### [What this task involves]
For every line in the data below that contains "name", copy the line.

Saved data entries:
****

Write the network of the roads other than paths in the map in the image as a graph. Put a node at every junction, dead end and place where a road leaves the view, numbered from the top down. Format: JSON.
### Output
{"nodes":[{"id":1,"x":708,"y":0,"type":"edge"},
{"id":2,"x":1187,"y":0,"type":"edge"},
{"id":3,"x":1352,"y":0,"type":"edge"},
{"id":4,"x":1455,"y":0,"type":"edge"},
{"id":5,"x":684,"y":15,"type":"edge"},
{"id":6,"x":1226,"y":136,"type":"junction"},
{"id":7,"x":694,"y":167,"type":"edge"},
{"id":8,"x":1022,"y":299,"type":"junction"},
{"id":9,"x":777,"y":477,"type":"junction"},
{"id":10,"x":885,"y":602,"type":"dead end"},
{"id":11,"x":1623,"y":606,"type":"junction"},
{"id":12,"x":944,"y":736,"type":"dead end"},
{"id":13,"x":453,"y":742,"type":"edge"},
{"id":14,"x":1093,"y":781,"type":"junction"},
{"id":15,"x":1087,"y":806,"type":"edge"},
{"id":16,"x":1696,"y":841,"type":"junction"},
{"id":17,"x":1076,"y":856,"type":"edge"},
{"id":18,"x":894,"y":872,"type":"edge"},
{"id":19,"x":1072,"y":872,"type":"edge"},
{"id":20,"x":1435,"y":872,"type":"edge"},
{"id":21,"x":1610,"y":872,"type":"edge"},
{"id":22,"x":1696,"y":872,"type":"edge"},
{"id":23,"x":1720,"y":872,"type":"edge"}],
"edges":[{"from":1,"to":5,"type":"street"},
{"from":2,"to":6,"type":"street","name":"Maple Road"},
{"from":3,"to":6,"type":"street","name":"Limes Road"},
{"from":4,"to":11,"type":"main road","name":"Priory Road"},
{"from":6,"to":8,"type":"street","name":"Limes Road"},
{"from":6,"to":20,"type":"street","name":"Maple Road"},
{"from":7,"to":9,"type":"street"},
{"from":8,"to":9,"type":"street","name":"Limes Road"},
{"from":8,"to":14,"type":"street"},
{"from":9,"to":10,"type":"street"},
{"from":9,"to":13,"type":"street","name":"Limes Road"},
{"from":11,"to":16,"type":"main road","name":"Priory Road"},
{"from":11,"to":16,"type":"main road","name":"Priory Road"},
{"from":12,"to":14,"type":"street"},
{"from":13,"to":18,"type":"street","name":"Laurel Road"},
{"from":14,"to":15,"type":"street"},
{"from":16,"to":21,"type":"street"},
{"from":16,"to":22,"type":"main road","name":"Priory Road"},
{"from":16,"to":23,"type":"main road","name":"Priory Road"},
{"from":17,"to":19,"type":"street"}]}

****

### [Final answer]
{"from":2,"to":6,"type":"street","name":"Maple Road"},
{"from":3,"to":6,"type":"street","name":"Limes Road"},
{"from":4,"to":11,"type":"main road","name":"Priory Road"},
{"from":6,"to":8,"type":"street","name":"Limes Road"},
{"from":6,"to":20,"type":"street","name":"Maple Road"},
{"from":8,"to":9,"type":"street","name":"Limes Road"},
{"from":9,"to":13,"type":"street","name":"Limes Road"},
{"from":11,"to":16,"type":"main road","name":"Priory Road"},
{"from":11,"to":16,"type":"main road","name":"Priory Road"},
{"from":13,"to":18,"type":"street","name":"Laurel Road"},
{"from":16,"to":22,"type":"main road","name":"Priory Road"},
{"from":16,"to":23,"type":"main road","name":"Priory Road"},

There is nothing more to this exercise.